J. L. Lean (Naval Research Laboratory)

Photons with wavelengths spanning the entire electromagnetic spectrum, ionized particles with MeV energies and plasma at speeds near 450 km/s impinge upon the Earth as it orbits the Sun. Driven by the Sun's internal dynamo, which generates magnetic fields that alter the solar atmosphere, the constantly changing fluxes of photons, particles and plasma define a dynamic external environment to which the Earth continually responds and adjusts. That part of the Sunís energy most crucial for life on Earth -- electromagnetic radiation in the visible and near-IR spectrum -- is the least variable. This energy heats the Earth's surface directly. Atmospheric layers extending many 100 km above the surface determine the deposition of solar photon energy at shorter wavelengths.

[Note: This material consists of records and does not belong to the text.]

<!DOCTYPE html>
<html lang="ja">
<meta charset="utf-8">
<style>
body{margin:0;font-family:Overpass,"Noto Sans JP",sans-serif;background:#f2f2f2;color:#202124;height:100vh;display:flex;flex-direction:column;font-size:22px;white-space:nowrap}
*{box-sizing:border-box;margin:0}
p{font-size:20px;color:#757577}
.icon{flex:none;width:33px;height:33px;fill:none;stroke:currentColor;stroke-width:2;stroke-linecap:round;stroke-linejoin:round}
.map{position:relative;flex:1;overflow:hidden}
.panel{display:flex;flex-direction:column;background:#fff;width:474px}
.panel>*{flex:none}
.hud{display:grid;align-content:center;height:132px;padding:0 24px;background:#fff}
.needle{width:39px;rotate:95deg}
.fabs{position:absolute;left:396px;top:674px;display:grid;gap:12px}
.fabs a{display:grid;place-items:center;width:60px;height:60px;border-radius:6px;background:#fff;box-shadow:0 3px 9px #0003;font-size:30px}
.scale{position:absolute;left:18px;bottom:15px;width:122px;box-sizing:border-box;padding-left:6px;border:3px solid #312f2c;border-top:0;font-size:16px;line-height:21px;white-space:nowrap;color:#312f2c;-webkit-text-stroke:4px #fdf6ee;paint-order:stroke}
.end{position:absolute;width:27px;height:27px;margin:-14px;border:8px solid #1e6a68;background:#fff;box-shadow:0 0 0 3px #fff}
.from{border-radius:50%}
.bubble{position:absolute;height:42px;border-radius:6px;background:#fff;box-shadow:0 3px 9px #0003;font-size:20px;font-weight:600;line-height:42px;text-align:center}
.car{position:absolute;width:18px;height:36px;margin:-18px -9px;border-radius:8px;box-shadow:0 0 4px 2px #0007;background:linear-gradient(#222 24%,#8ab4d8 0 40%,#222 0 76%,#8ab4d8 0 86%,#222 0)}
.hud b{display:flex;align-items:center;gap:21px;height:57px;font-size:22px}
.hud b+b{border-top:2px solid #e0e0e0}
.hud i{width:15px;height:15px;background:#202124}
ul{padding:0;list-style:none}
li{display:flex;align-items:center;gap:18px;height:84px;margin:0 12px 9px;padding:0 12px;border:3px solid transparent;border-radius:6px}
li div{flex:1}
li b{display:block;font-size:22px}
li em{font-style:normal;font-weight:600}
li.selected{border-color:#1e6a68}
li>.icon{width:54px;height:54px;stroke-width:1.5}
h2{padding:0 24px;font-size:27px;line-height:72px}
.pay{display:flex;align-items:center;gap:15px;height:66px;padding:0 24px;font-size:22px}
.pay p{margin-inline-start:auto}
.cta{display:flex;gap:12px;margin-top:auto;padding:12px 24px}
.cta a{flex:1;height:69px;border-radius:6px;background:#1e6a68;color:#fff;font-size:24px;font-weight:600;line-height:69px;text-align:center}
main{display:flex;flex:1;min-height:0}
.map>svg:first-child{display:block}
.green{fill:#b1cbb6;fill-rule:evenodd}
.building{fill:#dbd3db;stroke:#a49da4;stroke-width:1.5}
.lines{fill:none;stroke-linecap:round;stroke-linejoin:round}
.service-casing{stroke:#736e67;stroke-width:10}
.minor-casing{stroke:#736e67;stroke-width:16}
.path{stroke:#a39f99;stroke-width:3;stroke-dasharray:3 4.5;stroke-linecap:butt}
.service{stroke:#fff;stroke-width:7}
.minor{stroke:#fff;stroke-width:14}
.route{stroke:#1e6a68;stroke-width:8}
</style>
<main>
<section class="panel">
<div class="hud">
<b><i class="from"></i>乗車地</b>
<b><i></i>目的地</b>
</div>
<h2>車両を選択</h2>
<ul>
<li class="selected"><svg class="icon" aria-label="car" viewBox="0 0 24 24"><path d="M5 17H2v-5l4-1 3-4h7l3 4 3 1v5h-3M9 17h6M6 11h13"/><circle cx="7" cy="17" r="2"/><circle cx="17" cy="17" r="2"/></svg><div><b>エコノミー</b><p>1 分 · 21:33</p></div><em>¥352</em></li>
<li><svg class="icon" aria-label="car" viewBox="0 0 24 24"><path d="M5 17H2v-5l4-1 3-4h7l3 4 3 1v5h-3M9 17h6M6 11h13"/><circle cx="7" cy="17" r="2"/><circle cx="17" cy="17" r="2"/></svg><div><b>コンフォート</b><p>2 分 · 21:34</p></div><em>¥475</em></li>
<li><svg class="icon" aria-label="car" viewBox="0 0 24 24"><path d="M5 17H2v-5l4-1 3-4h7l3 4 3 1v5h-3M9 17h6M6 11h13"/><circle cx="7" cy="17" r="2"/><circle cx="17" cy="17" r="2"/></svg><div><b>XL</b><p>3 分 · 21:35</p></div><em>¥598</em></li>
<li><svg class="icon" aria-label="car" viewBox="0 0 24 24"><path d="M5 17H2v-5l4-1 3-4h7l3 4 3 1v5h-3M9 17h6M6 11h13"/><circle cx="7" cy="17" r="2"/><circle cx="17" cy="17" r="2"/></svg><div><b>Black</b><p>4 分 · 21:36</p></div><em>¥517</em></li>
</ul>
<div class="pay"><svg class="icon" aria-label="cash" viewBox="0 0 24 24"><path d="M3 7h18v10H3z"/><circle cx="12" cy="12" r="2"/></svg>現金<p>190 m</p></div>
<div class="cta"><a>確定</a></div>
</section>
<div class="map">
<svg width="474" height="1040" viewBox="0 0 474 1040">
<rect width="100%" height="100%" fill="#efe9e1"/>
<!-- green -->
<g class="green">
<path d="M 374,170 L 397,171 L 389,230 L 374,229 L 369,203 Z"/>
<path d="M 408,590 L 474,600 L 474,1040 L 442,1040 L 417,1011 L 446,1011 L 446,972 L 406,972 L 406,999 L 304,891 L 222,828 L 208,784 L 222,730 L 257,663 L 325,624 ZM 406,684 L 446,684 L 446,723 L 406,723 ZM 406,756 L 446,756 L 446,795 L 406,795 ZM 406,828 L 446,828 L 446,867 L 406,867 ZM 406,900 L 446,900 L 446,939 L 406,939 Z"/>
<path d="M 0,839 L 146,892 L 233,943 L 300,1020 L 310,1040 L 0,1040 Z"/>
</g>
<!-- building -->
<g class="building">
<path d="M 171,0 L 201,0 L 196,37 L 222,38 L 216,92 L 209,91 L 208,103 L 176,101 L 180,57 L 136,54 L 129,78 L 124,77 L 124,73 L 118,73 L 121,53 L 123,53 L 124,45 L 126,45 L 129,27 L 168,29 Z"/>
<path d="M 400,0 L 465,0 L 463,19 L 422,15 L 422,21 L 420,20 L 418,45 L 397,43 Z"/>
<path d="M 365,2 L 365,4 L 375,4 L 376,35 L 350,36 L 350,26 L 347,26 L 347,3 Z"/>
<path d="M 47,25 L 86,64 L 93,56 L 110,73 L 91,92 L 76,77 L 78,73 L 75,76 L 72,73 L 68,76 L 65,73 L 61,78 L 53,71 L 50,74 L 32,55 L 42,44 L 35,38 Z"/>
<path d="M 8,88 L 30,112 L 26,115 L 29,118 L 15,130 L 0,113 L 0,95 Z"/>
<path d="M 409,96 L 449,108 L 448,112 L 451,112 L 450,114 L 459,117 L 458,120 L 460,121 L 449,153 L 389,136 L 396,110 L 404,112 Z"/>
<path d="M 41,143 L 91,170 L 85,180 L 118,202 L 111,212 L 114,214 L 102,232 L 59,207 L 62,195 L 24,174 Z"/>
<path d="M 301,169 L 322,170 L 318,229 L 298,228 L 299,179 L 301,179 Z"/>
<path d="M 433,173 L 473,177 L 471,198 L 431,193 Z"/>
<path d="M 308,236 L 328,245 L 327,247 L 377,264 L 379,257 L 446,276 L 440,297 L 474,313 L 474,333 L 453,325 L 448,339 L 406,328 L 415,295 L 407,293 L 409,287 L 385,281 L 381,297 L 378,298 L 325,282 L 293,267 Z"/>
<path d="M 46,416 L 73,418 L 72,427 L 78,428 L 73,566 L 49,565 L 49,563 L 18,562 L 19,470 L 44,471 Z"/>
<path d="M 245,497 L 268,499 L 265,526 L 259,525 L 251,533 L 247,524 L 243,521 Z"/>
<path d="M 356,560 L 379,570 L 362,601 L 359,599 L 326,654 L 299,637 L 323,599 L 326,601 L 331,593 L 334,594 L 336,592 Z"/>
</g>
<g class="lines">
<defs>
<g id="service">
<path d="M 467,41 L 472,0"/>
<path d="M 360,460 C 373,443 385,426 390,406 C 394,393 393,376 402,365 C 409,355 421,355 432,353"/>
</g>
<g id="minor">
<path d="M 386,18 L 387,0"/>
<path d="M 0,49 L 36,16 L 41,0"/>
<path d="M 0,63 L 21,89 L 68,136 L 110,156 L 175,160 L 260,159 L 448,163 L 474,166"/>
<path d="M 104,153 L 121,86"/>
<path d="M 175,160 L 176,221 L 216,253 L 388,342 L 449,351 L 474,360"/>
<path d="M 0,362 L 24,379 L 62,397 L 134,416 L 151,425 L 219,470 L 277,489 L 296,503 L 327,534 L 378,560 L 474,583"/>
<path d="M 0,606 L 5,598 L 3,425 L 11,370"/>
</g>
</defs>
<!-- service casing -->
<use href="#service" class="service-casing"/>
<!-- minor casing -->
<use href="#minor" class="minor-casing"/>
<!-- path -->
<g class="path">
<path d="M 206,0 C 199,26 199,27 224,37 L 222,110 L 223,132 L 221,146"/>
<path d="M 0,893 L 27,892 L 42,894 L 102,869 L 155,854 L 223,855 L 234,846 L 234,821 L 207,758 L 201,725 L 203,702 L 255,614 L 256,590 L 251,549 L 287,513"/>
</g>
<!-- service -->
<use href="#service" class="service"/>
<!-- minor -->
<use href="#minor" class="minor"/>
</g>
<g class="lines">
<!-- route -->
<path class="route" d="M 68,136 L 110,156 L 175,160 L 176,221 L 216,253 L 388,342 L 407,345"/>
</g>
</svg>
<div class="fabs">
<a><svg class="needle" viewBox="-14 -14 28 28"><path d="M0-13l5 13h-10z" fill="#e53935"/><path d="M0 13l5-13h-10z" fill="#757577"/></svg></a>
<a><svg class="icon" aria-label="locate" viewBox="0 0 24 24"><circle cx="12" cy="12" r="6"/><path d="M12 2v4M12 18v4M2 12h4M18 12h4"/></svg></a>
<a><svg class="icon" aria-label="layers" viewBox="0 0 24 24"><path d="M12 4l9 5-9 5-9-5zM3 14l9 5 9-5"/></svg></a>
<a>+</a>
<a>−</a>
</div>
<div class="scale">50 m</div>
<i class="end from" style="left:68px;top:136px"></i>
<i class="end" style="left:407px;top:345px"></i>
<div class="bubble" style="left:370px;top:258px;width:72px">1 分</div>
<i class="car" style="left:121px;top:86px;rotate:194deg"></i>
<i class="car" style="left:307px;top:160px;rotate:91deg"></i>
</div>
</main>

Radiant UV energy produces the ozone layer in the stratosphere, while EUV energy heats the thermosphere to thousands of K and ionizes gases to produce the ionosphere. As it flows past, the solar wind shapes and distorts the Earth's magnetic field. Solar and galactic particles are constrained to enter the terrestrial system mainly at high latitudes, along field lines that extend into space. The evolution of solar activity during the 11-year cycle and episodic eruptions produce energy output changes that have a wide array of terrestrial impacts on a wide range of time scales. The Earth's response to this solar forcing is muted and slow near the surface, where solar cycle temperature changes may be of order 0.1 C, and are controversial. Terrestrial responses to solar variability grow in amplitude and occur more rapidly at increasing heights above the surface. Solar cycle temperatures changes of order 600 K occur in the upper atmosphere. Today, the impacts on the Earth of the Sun's energy output variations have implications for policy making on global change, the economics of space-based technologies, and national defense.